In Wroblewski v. Commonwealth, 570 Pa. 249, 809 A.2d 247 (2002) the Supreme Court stated: Section 1586 directs that for purposes of Article IV, the Department shall treat reports of convictions from other states as being substantially similar to 75 Pa. C.S. 3731, the statutory provision that contains Pennsylvania's provisions relative to impaired driving. Section 1586 also rejects any distinction between the levels of impairment between the out-of-state offense and Pennsylvania's 3731. Section 1586 clearly broadens the scope of offenses that Pennsylvania would consider to be "substantially similar" to the offenses delineated in Article IV(a)(2). Under the terms of 1586, an out-of-state conviction for any level of impaired driving is punishable in Pennsylvania.

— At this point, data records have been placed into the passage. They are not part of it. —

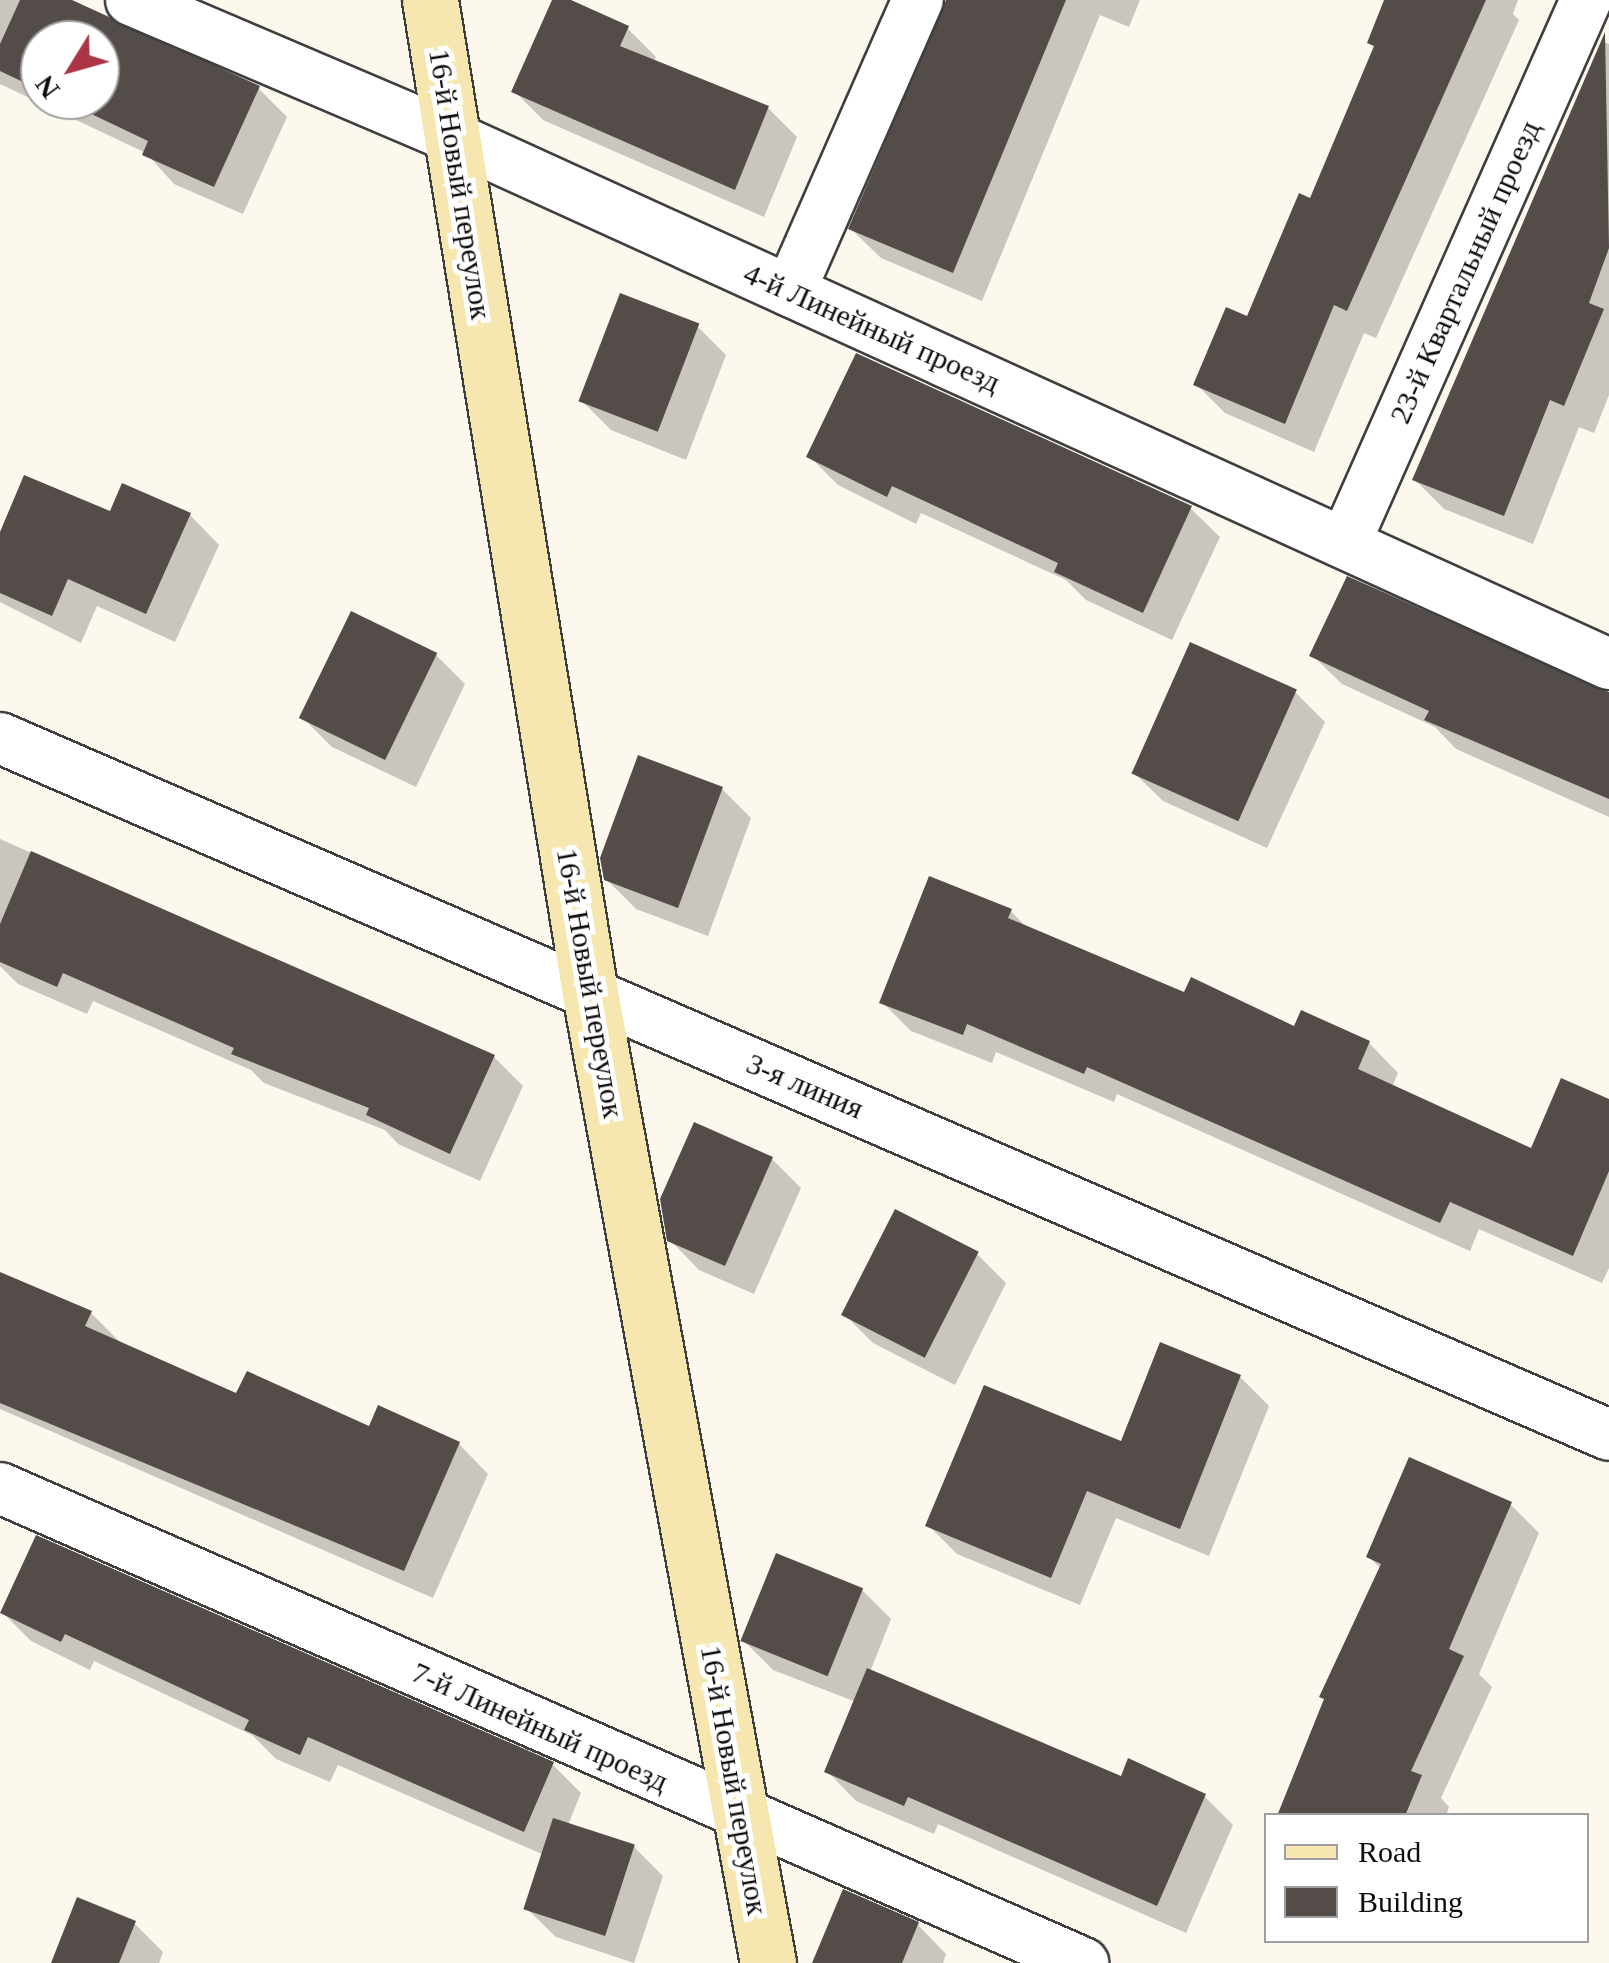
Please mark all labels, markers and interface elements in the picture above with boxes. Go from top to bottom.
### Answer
north arrow [20,20,120,120]
street label: 16-й Новый переулок [421,46,499,322]
text: N [29,70,66,105]
street label: 23-й Квартальный проезд [1382,115,1548,429]
street label: 4-й Линейный проезд [738,255,1006,401]
street label: 16-й Новый переулок [549,845,631,1121]
street label: 3-я линия [741,1045,869,1127]
street label: 16-й Новый переулок [693,1642,775,1918]
street label: 7-й Линейный проезд [406,1654,674,1800]
legend [1264,1813,1589,1943]
text: Road [1358,1835,1421,1868]
text: Building [1358,1885,1463,1918]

In contrast, the Compact, as interpreted by Petrovick, required a level of impairment to a degree which rendered the operator "incapable of safely driving"; impairment which did not reach this level was not punishable. Additionally, Article I(b)(1) of the Compact states that the policy of each party state is to "promote compliance with the laws, ordinances and administrative rules and regulations relating to the operation of motor vehicles by their operators in each of the jurisdictions where such operators drive motor vehicles." We think it evident that in enacting 1586, the legislature sought to promote this policy by sanctioning those Pennsylvania-licensed drivers who violated the impairment laws of other party states, even if those other states' offenses had lower thresholds of impairment than 75 Pa. C.S. 3731. Thus, the fact that the New York offense permits conviction of a lower level of impairment than 75 Pa. C.S. 3731 does not preclude Appellant's reciprocal license suspension. 570 Pa. at 255, 809 A.2d at 251.